MRG+4: Epochs metadata #4414

choldgraf · 2017-07-21T19:07:03Z

This is a rough draft of the metadata attribute for the Epochs object. The code is mostly there, and I put together a tutorial + some tests that still need tweaking. Let's see what the rendered circle output looks like and then decide whether we like it or not :-)

The main thing this does is:

Lets you add a metadata attribute to Epochs objects. This is a dataframe that can be stored w/ the object.
Lets you do pandas query-style things with the __getattr__ method in Epochs. (see example)

Todo

Add I/O stuff
tutorial

ping @agramfort @Eric89GXL @jona-sassenhagen @kingjr

Follow-up PRs

Deal with groupby functionality for making Evoked (or Epochs?) instances

choldgraf · 2017-07-21T19:48:49Z

Aaand I broke the epochs tests. OK so I think this probably a problem w/ the logic that happens when you call __getitem__ with epochs.

How should we handle this? Essentially the question is "how does epochs know when a string input corresponds to a pandas query, vs. when it corresponds to a 'current behavior' field"?

larsoner · 2017-07-21T20:02:20Z

How should we handle this? Essentially the question is "how does epochs know when a string input corresponds to a pandas query, vs. when it corresponds to a 'current behavior' field"?

You could try the string behavior, if it fails, fall back to Pandas, if it fails, throw error. Tell people not to have their Pandas entries and event_ids overlap.
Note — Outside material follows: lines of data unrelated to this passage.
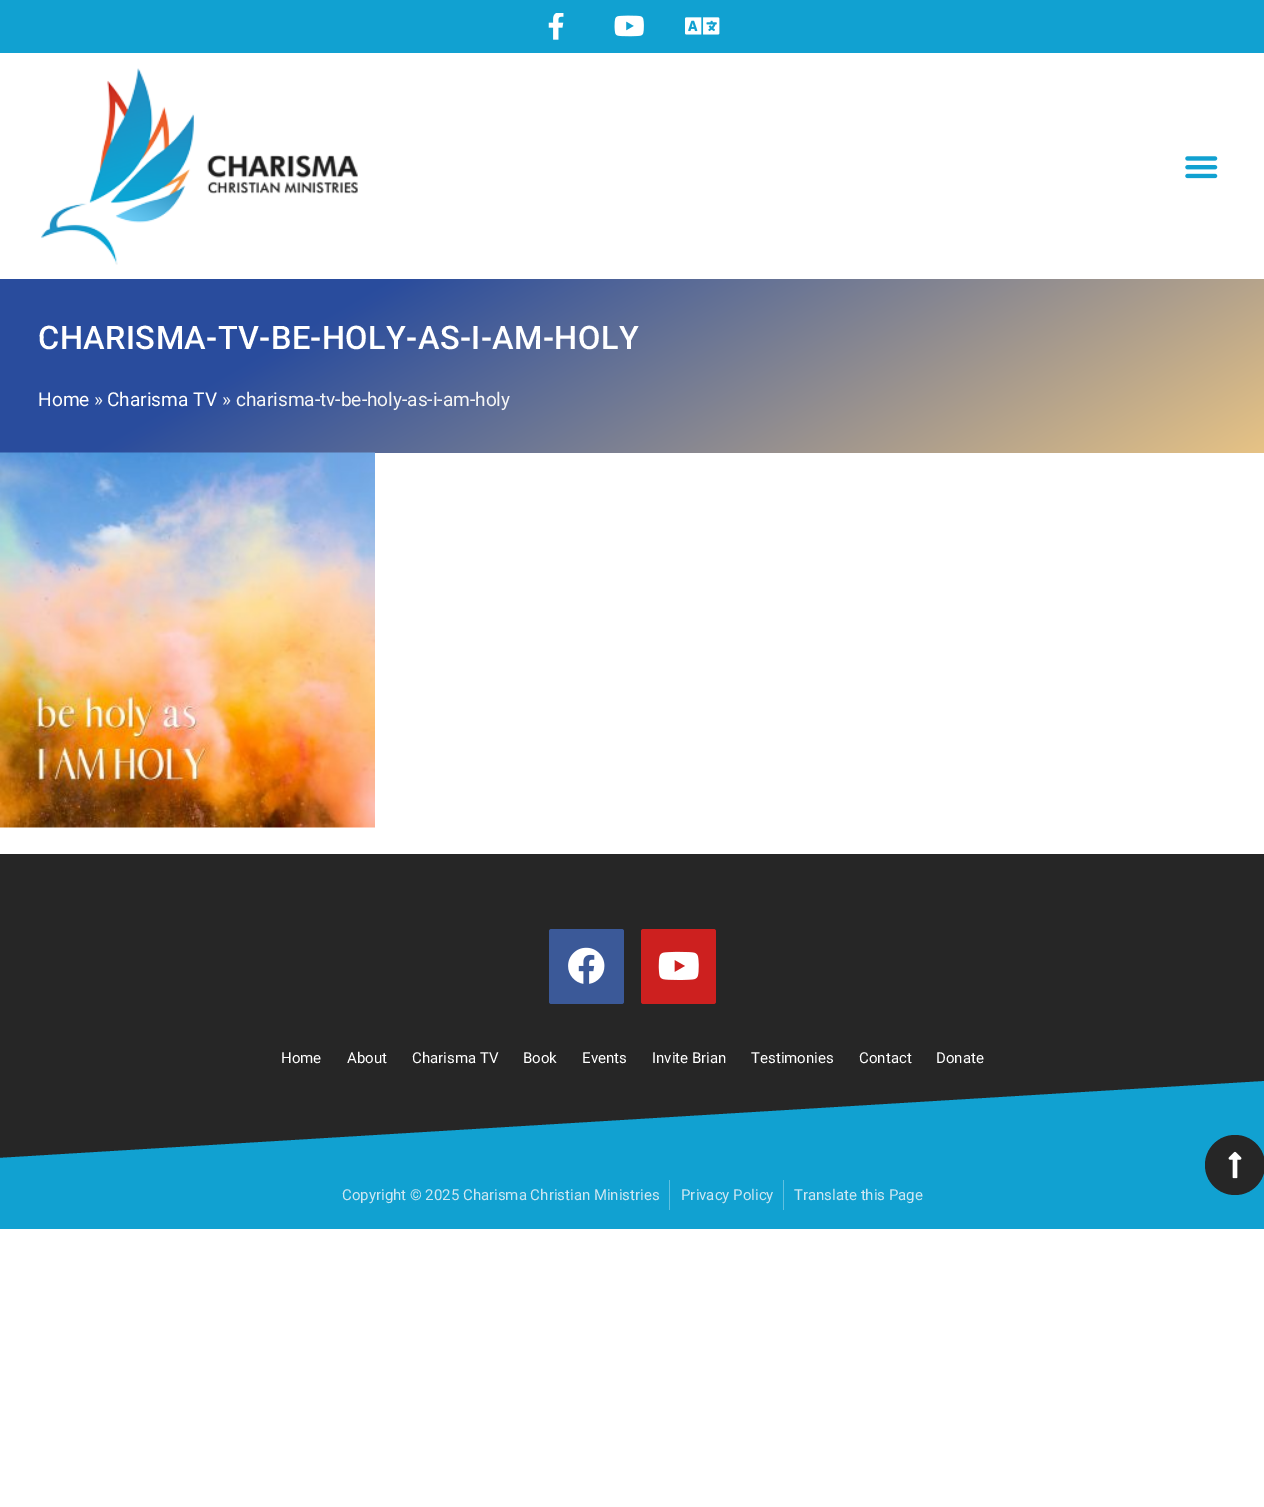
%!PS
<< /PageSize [1264 1507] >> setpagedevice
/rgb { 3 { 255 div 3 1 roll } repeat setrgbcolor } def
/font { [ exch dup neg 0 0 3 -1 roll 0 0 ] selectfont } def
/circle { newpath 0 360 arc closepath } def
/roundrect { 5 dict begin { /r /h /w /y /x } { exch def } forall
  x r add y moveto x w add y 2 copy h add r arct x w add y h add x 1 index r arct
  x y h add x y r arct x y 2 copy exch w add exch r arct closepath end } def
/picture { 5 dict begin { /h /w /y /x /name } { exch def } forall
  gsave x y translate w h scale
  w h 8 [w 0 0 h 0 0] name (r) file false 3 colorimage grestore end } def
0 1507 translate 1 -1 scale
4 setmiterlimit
255 255 255 rgb
0 0 1264 1507 rectfill
17 161 209 rgb
0 0 1264 53 rectfill
(img/1.rgb) 548 13 16 27 picture
(img/2.rgb) 614 15 30 22 picture
(img/3.rgb) 685 17 35 18 picture
(img/4.rgb) 41 68 317 197 picture
(img/5.rgb) 1185 156 33 23 picture
gsave 0 279 moveto 1264 279 lineto 1264 453 lineto 0 453 lineto closepath clip newpath
<< /ShadingType 2 /ColorSpace /DeviceRGB /Coords [437 27 828 705] /Extend [true true] /Function << /FunctionType 3 /Domain [0 1] /Functions [<< /FunctionType 2 /Domain [0 1] /C0 [0.161 0.298 0.616] /C1 [0.161 0.298 0.616] /N 1 >> << /FunctionType 2 /Domain [0 1] /C0 [0.161 0.298 0.616] /C1 [0.906 0.765 0.522] /N 1 >>] /Bounds [0.25] /Encode [0 1 0 1] >> >> shfill grestore
(img/6.rgb) 0 452 375 376 picture
38 38 38 rgb
0 854 1264 304 rectfill
59 89 152 rgb
549 929 75 75 2.5 roundrect fill
(img/7.rgb) 568 947 37 37 picture
205 32 31 rgb
641 929 75 75 2.5 roundrect fill
(img/8.rgb) 658 951 41 29 picture
17 161 209 rgb
-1 1158 moveto -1 1163 lineto 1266 1163 lineto 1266 1081 lineto closepath fill
0 1163 1264 66 rectfill
38 38 38 rgb
1235 1165 30 circle fill
(img/9.rgb) 1228 1151 14 28 picture
96 192 224 rgb
669 1180 1 30 rectfill
783 1180 1 30 rectfill
/Roboto-Medium 32.5 font
255 255 255 rgb
38 349 moveto 0.4 0 (CHARISMA-TV-BE-HOLY-AS-I-AM-HOLY) ashow
/Roboto-Regular 19.1 font
38 406 moveto (Home) show
246 246 246 rgb
94 406 moveto (») show
255 255 255 rgb
107 406 moveto (Charisma TV) show
246 246 246 rgb
222 406 moveto (» charisma-tv-be-holy-as-i-am-holy) show
/Roboto-Regular 15 font
255 255 255 rgb
[
  [(Home) 281 1063]
  [(About) 347 1063]
  [(Charisma TV) 412 1063]
  [(Book) 523 1063]
  [(Events) 582 1063]
  [(Invite Brian) 652 1063]
  [(Testimonies) 751 1063]
  [(Contact) 859 1063]
  [(Donate) 936 1063]
] { aload pop moveto show } forall
206 231 242 rgb
[
  [(Copyright © 2025 Charisma Christian Ministries) 342 1200]
  [(Privacy Policy) 681 1200]
  [(Translate this Page) 794 1200]
] { aload pop moveto show } forall
showpage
choldgraf · 2017-07-21T20:11:25Z

So right now I'm doing the opposite I think :-)

basically:

see if pandas is installed, if so:
Try running the string as a query
If that succeeds then proceed, if that fails then try:
Running the string as the current string behavior
If that fails, then error

Though I agree I think it should be the other way around...lemme try that

jona-sassenhagen · 2017-07-25T10:46:47Z

mne/epochs.py

        """Compute average of epochs.

        Parameters
        ----------
        picks : array-like of int | None
            If None only MEG, EEG, SEEG, ECoG, and fNIRS channels are kept
            otherwise the channels indices in picks are kept.
+        by : string | list of strings | None
+            If ``self.metadata`` is a DataFrame, return averages grouped


"grouped by"? Do you get a dict, lists, ..?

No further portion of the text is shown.